Depuis quelques semaines, les clowns de l’association ont à nouveau la possibilité de se rendre à l’hôpital et de rencontrer des enfants en présentiel, mais seulement en extérieur. La dernière visite en date était assez inhabituelle puisque Biscuit et Aglagla ont eu la possibilité d’interagir, pour la deuxième ou troisième fois, avec des enfants autistes de l’ Unité A.P.P.I à l’Huderf. Âgés de 1 à 3 ans, ils étaient assez fascinés par la musique et plutôt réceptifs ; ce qui a agréablement surpris les éducateurs.

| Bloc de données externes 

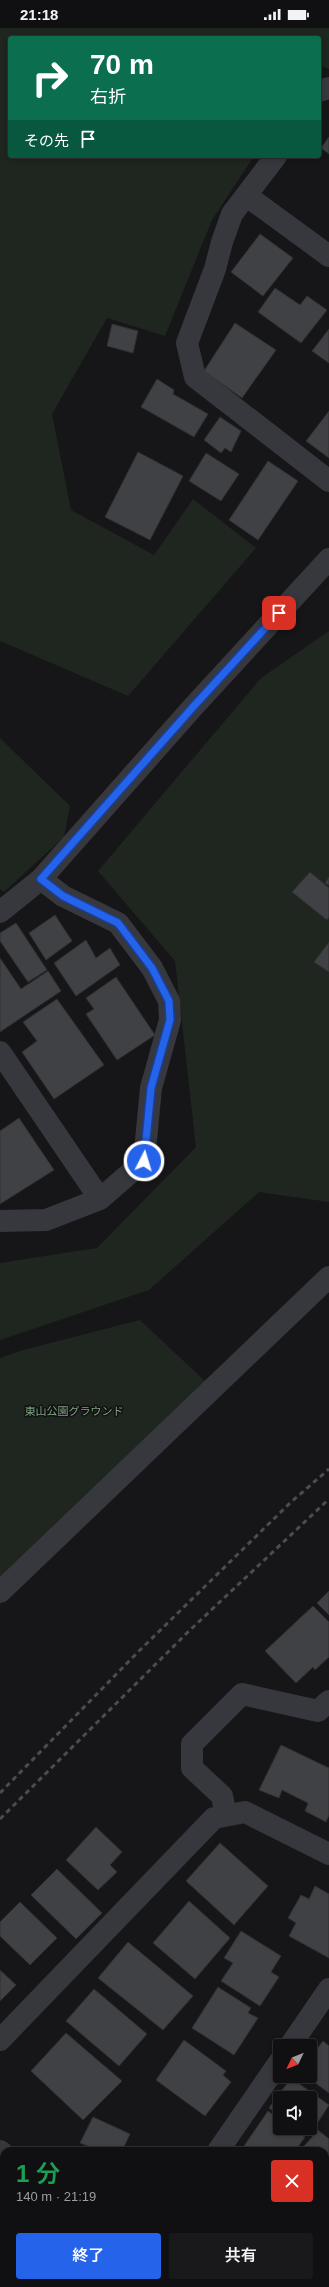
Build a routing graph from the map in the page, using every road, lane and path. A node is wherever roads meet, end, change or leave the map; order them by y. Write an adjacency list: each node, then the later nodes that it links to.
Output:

Évidemment, d’autres enfants hospitalisés peuvent également bénéficier de cette bulle d’oxygène au grand air s’ils le souhaitent ou s’ils en ont l’autorisation. Et si ce n’est pas le cas, les sessions Zoom continuent, et continueront, à prendre le relais. « L’expérience du virtuel est utile et souvent bénéfique pour les enfants, mais il ne faudrait quand même pas que ça remplace nos visites en présentiel sous prétexte que cela fonctionne bien. On a besoin et on a envie d’être physiquement présents pour les enfants », a finalement conclut Thierry Boivin.